Of the 10 models we studied, only CanESM2, GFDL-ESM2M and IPSL-CM5A-LR have submitted NBP output for these two experiments (MIROC submitted output for esmFixClim2 only). Here we display the spatial patterns of -NBP changes for GFDL-ESM2M (Fig. 6) and IPSL-CM5A-LR (Fig. 7). CanESM2 results are not shown because it does not correctly reproduce the phase of global total NBP seasonal cycle. The changes of -NBP for both models during peak growing season are clearly dominated by CO2 fertilization effect (right panels). In contrast, climate change under fixed CO2 fertilization conditions has mixed effects on high latitude regions. Northern high latitude net carbon release in October–December is increased both under climate change (Fig. 6c) and elevated CO2 conditions (Fig. 6d) for GFDL-ESM2M, but over different regions. For IPSL-CM5A-LR however, net carbon release increase in regions north of 45∘ N is only obvious under elevated CO2 condition.
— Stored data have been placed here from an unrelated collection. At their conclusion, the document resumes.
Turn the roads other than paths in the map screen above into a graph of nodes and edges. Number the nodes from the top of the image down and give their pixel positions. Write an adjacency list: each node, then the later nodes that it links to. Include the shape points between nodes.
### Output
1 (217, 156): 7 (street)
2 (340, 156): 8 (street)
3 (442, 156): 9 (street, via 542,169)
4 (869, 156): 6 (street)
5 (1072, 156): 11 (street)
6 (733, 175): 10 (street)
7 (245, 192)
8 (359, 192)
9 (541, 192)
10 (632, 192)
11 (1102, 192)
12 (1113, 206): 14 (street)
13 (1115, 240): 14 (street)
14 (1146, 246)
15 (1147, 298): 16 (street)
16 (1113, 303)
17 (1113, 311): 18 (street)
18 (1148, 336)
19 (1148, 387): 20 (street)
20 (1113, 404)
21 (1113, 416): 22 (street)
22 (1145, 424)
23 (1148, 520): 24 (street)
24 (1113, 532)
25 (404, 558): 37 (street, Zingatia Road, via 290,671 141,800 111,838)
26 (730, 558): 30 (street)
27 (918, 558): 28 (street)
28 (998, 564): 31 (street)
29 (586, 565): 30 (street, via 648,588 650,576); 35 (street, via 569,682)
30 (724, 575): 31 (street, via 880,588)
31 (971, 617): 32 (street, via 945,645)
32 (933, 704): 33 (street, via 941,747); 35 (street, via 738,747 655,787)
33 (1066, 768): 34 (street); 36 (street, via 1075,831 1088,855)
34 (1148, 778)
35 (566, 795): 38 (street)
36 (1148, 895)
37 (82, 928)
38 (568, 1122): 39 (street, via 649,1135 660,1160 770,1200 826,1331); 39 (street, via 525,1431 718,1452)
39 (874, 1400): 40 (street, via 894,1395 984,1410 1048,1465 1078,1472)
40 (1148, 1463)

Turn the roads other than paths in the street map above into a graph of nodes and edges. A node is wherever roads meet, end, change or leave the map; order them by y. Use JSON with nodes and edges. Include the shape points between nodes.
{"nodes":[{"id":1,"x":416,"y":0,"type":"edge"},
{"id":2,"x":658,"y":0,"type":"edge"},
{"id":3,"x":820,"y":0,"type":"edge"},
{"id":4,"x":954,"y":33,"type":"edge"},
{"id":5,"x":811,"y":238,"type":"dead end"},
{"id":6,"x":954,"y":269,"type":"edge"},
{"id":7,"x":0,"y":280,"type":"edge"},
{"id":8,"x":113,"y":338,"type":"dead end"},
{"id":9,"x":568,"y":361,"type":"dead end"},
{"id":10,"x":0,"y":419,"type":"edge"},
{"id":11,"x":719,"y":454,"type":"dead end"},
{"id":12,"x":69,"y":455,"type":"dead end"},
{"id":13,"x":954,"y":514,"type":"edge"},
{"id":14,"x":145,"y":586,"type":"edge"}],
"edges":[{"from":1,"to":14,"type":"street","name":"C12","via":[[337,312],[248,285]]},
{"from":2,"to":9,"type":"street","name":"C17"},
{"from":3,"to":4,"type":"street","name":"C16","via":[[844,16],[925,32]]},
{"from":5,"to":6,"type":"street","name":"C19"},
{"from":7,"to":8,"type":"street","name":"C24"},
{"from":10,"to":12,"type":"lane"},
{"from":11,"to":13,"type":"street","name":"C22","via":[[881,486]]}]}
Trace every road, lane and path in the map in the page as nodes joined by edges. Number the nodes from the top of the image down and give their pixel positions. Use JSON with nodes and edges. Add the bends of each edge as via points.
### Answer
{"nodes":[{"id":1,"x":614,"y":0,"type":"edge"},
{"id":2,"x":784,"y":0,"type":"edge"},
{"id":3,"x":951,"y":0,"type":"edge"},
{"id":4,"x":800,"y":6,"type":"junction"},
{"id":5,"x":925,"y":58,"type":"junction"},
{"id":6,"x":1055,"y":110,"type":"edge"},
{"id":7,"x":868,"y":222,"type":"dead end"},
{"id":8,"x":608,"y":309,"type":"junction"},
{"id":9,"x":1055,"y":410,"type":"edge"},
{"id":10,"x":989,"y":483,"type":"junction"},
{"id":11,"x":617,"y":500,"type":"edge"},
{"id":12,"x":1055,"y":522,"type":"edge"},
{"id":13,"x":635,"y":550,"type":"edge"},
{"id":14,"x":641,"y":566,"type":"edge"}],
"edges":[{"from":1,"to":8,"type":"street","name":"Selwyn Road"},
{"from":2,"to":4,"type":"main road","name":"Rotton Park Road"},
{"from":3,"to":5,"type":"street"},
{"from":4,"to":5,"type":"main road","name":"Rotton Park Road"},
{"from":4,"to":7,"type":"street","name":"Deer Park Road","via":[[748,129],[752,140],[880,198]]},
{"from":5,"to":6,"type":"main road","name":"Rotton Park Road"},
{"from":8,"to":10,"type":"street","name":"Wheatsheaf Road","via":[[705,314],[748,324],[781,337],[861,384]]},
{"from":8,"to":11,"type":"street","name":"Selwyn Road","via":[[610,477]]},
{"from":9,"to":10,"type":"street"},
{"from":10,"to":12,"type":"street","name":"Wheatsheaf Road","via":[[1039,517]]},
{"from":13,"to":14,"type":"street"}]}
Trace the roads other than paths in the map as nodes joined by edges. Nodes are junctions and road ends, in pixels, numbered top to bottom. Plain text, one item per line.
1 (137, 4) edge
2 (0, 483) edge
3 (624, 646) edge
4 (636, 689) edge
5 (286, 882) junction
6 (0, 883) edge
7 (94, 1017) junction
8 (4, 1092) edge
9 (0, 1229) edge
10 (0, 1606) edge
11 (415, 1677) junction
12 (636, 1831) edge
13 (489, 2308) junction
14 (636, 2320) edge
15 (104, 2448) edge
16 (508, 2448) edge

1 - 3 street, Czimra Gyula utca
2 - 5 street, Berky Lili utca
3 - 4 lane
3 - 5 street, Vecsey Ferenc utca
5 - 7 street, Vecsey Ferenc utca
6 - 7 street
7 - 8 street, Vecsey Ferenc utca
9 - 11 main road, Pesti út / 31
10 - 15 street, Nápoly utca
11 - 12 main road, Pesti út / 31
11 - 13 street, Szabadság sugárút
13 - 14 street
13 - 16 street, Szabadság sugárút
Our results only indicate CO2 fertilization effect is the dominant factor for NBP seasonal amplitude increase in some models. For models with strong carbon-climate feedbacks and weak/moderate water constraints in northern high latitude regions, climate change may be more important. However, we cannot find a clear example due to data availability. MIROC-ESM is known to have strong carbon-climate feedback (Arora et al., 2013). From its simulation under fixed climate (figure not shown), we found no obvious patterns of widespread net carbon release increase in dormant season, suggesting climate change may play a bigger role for this model. The HadGEM model is another possible candidate; it is also a particularly interesting model to analyze since one of its historical simulations represented the largest increase in CO2 amplitude in Graven et al. (2013). Unfortunately, for the ESM simulations, both CO2 and NBP from HadGEM are not available on the ESGF servers.

Our analyses above suggest CO2 fertilization effect is a major mechanism causing the amplitude increase in some models. If it is important in most models, we expect to see models with a larger change in mean carbon sink simulate a higher increase in seasonal amplitude. By plotting the -NBP change against NBP seasonal amplitude increase for all 10 models (Fig. 8), we found there is indeed a negative cross-model correlation (R=-0.73, p<0.05), indicating models with a stronger net carbon uptake are likely to simulate a larger increase in NBP seasonal amplitude. Note that this result is based on the 10 models we analyzed; it is subject to large uncertainty and may change substantially with inclusion or exclusion of certain model(s). Again all models show an increase in NBP seasonal amplitude, even though they disagree on the direction of future NBP change. While our study hint at a possible relationship between mean carbon sink and NBP seasonal amplitude, it is beyond our scope to discuss further, or comment on why models show such different mean sink estimate. Interested readers may refer to the insightful discussion on this issue in Friedlingstein et al. (2013).